In an ideal world I've no doubt they'd rather teach 20 or 25 than 30 or 31, rightly so. If the choice is between 30 and 31, with the legal 30 being achieved at the cost of moving a child into the class above (where they're taught as their own age group in an older class, ugh) I would hope they would prefer to have the 31. 20 versus 31 would be difficult - you can have a class at 20, but this is what it costs ... the cost of the extra teacher, plus the Portakabin in the playground (and of course one of them would have to teach in that Portakabin for at least a year), that'll mean a lot of other things don't get bought. Interesting dilemma.
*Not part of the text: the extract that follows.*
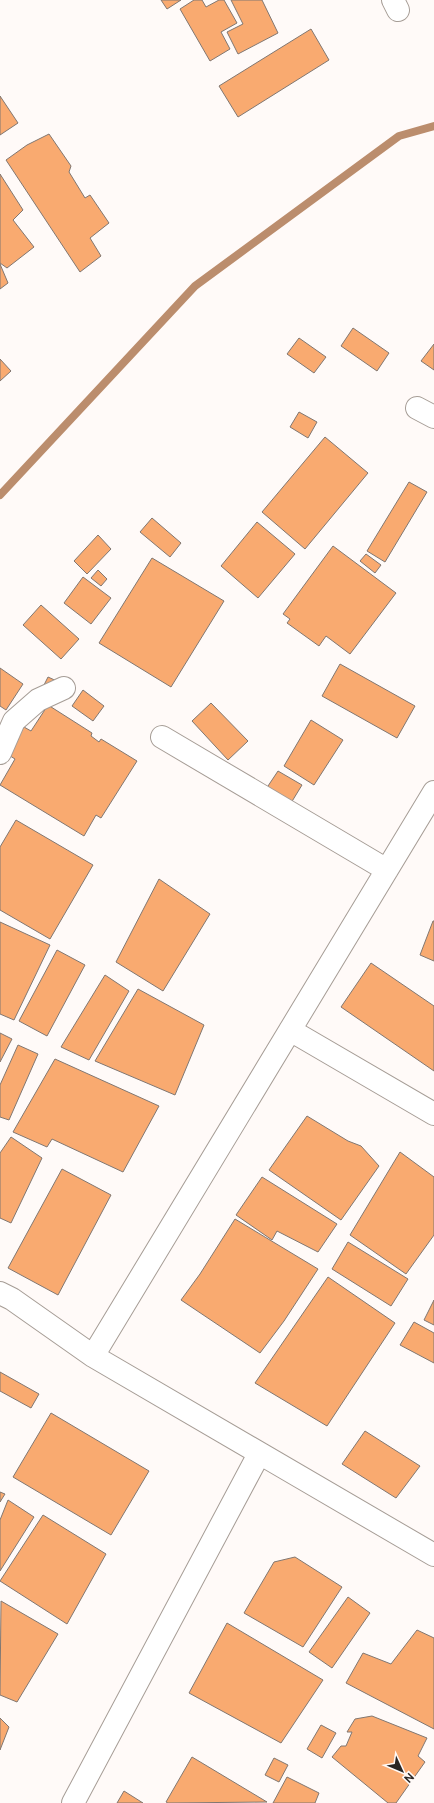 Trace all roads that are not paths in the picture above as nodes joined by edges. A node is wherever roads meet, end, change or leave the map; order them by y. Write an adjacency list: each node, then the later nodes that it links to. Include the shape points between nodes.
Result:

We have a new head starting in September, who may feel differently about it all of course.

amidaiwish · 02/05/2010 09:13

our classes all have 30 children in, plenty of learning goes on but it is too many, even with a TA. imo.

i have been in to help, the teacher doesn't get round to everyone with questions when they are sat doing their work.

now in y1 they all seem to be doing well anyway, all are reading fine and the maths seems to be getting quite tricky!

i often wondered why in our school, with an intake of 90/year = 3 teachers and 3 TAs, why they don't ask for a voluntary contribution of £500/yr per pupil, = £45000. even if only half the parents paid it, imagine the resource that could buy in?

DrDoobs · 02/05/2010 09:36

FYI it may be possible for the school to not overadmit, even when one of the exceptions applies. Our school recently strongly objected (governors and head) to the LEA wanting to overadmit to yr2 (which is already 31 following a temporary over admission), and as a result they have not forced the 32nd child onto the school.

Cazzybabe · 02/05/2010 14:40

My DD is in a Reception class of 33 (Due to admin errors etc during last year's admissions I think) I thought they had to keep to 30, but apparently in Reception they don't have to - it is only once they get to Y1. If there are still more than 30 in their class when they get to Y1 in September, the school have said they will have to get an extra teacher not just extra TA.

ihearttc · 02/05/2010 14:50

My DS is in a reception class on 30-well actually its really a class of 60 because its 2 classrooms made open plan so although they are in 2 separate classes its really 1 big class cause they mix up so much.

I was really worried this time last year at the prospect of him going from about a 1-5 ratio at private nursery (it was all we could find when we moved here)to a huge classroom with 1 Teacher and a TA and 30 children but it has actually been quite amazing both in terms of how he has coped with it and how the teachers themselves deal with it. Im sure they would love smaller classes themselves but as another poster said not a huge amount gets done in a big group anyway.

I think if the teacher is good enough and knows how to handle and engage the children then a class of 30 is not so bad. FWIW we had the chance to send him to a teeny tiny primary in the next village but decided against it cause was mixed classes with 15 children in each class but only 7/8 in each year. Yes the classes were small but you are a bit stuck if you don't get on with any of the other children. At least with a larger class there is a bigger friendship pool.